Joe Biden’s decision to tap several House Democrats for administrative positions is putting Speaker Nancy Pelosi in a politically tough spot, having chiseled away at the party’s already slimming majority and leaving her potentially without enough votes to pass his legislative agenda.
Democrats already were heading into the new Congress with a razor-thin margin over Republicans. But Biden’s overture to a third lawmaker, Rep. Deb Haaland, D-N.M., as the history-making first Native American interior secretary, set off a fresh round of pained conversations on what to do. Pelosi will start the Biden era with a narrow majority, 222-211, with a few races still undecided.
But Pelosi’s leadership team has a plan.
“We need to manage something like this,” Rep. James Clyburn of South Carolina, the Democratic whip and a top Biden ally, said in an interview with The Associated Press this week.

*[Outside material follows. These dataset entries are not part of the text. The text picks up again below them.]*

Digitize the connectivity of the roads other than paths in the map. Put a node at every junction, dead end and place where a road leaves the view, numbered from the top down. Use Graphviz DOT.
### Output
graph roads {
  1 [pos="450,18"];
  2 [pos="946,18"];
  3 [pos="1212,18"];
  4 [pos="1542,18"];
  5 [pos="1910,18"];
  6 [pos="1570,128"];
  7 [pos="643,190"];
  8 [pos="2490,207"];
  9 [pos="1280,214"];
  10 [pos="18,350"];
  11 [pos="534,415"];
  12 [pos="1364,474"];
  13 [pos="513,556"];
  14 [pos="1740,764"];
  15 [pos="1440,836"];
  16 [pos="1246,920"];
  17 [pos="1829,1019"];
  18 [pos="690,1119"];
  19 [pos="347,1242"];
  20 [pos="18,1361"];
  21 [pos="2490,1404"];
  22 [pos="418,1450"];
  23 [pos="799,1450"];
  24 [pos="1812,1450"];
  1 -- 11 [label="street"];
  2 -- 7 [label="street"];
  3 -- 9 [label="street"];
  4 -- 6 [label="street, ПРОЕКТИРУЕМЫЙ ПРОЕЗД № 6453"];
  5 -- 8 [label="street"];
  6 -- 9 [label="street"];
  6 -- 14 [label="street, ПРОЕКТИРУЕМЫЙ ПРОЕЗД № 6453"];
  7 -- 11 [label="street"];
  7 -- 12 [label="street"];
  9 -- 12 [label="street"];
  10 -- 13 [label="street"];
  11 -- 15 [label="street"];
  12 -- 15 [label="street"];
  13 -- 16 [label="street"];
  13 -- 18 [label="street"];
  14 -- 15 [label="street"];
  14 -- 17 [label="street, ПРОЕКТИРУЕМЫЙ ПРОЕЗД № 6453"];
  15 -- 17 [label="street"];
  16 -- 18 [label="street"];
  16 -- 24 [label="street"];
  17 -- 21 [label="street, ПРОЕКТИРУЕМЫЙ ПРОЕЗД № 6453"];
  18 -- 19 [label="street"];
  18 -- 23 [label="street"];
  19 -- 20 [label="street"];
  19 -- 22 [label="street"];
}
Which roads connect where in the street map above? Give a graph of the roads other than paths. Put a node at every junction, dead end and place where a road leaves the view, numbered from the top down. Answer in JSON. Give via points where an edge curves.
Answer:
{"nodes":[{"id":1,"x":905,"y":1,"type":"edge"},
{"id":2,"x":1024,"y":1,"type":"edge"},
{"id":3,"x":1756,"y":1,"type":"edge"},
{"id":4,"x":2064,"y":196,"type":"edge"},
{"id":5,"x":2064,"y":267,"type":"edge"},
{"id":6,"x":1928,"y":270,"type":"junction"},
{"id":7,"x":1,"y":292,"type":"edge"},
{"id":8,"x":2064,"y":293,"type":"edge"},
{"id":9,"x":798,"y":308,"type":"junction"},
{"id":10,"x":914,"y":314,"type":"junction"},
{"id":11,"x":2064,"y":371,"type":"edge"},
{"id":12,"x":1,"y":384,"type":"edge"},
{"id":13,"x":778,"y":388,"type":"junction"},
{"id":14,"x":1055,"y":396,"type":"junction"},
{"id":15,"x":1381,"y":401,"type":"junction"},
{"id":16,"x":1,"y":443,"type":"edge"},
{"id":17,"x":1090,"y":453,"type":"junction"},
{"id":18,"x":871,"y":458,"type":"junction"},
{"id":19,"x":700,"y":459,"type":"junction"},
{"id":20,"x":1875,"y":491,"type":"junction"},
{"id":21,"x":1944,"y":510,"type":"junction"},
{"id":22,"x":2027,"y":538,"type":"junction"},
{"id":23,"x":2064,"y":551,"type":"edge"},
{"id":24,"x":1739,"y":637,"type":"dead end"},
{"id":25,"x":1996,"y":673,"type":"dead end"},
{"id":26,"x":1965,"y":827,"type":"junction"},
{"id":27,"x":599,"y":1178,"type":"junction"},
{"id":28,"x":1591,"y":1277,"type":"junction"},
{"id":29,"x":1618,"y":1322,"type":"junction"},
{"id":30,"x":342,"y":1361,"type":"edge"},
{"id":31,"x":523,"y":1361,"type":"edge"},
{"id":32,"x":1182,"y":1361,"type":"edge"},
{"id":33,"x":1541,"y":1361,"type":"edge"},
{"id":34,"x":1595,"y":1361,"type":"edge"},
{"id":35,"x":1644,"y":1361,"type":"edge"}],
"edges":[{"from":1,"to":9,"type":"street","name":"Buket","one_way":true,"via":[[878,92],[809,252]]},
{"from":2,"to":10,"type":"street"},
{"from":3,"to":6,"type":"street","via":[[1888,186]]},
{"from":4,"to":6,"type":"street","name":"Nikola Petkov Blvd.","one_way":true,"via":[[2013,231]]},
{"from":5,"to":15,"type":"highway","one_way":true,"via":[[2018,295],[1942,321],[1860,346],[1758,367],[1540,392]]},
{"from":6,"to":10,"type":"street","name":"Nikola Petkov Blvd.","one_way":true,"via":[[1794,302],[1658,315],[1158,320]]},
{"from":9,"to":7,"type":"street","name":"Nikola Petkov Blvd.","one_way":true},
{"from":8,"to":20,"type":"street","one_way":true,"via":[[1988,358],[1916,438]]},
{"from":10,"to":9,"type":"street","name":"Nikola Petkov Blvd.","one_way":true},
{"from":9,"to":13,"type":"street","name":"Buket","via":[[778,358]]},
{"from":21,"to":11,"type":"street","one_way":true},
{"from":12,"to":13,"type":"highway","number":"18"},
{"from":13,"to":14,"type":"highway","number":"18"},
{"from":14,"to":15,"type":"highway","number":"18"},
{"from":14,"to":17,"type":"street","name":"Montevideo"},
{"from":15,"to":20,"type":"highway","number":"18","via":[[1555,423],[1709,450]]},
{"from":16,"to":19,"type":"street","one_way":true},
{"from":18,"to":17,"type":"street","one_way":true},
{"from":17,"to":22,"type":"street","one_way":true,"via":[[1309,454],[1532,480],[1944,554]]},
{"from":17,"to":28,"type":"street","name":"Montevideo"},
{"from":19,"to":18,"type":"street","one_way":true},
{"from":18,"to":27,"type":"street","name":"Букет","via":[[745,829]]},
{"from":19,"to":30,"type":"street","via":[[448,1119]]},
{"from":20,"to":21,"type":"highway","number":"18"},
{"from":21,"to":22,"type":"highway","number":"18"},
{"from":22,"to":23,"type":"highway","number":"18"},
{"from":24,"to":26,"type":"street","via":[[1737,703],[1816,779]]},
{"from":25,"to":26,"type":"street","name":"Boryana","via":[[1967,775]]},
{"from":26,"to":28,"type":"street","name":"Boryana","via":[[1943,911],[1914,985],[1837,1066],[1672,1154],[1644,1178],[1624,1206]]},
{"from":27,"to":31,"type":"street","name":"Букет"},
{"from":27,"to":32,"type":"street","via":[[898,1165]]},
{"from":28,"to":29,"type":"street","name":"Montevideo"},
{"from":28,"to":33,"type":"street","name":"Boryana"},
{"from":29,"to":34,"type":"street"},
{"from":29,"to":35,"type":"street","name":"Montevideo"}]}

According to Clyburn, an emerging strategy is to stagger the confirmations: Biden would hold off on formally submitting the nominations all at once so the House numbers don’t immediately drop.
Under the plan, timing would unfold over the first several months of the new Congress, ample time for the House to pass the 100-days agenda, a typically important but symbolic, legislative sprint that takes on new importance aligned with Biden’s presidency.
Biden’s first pick from the House, Rep. Cedric Richmond, D-La., would join the administration quickly once the president-elect is inaugurated Jan. 20, Clyburn said. Richmond is poised to become a senior adviser, a position that doesn’t require confirmation by the Senate.
Biden would then wait to submit the other two nominees, Haaland and Rep. Marcia Fudge, D-Ohio, who was tapped as housing secretary, until after the March special election in Louisiana to fill Richmond’s seat.
The lawmakers can remain in the House, voting as members, until they are Senate confirmed. Their nominations could be sent one after the other, in the months that follow.
“Just manage it,” Clyburn said.
The three House seats are in Democratic strongholds and expected to be off-limits to Republicans. But special elections can throw curveballs, and the staggered timing would also give the campaigns ample running room to shore up the candidates and races.
Democrats are already deep into political soul-searching after a dismal November outcome for House Democrats. Biden’s victory had short coattails as they lost seats and saw their majority shrink.
Moderate lawmakers and strategists blamed progressives for pushing the party’s message too far leftward; progressives complained it was centrists who ran timid campaigns without a bold message to attract voters.
Pelosi is a master vote counter on the House floor, but even her skills will be tested in the new Congress, starting with her own election for another term as Speaker. If even a few Democratic lawmakers object or peel off, passing bills in the new Congress could be difficult.
A similar scenario has played out in the Senate, where Biden has refrained from naming senators to administrative positions because of the narrow GOP hold.
The Senate breakdown will be 51-48 when the new Congress is sworn in Jan. 3, with the majority not yet decided until two Jan. 5 runoff elections in Georgia. One of the runoffs involves a sitting Republican senator.
In some ways, the closely split House could provide an opportunity for Biden to reach across the aisle and try to cut bipartisan deals with a centrist agenda that could attract some Republicans.
But so far, House GOP leader Kevin McCarthy has signaled movement in the opposite direction. He wants to use floor procedures as political weaponry to gum up the bills with Republican priorities and force vulnerable Democrats into tough votes.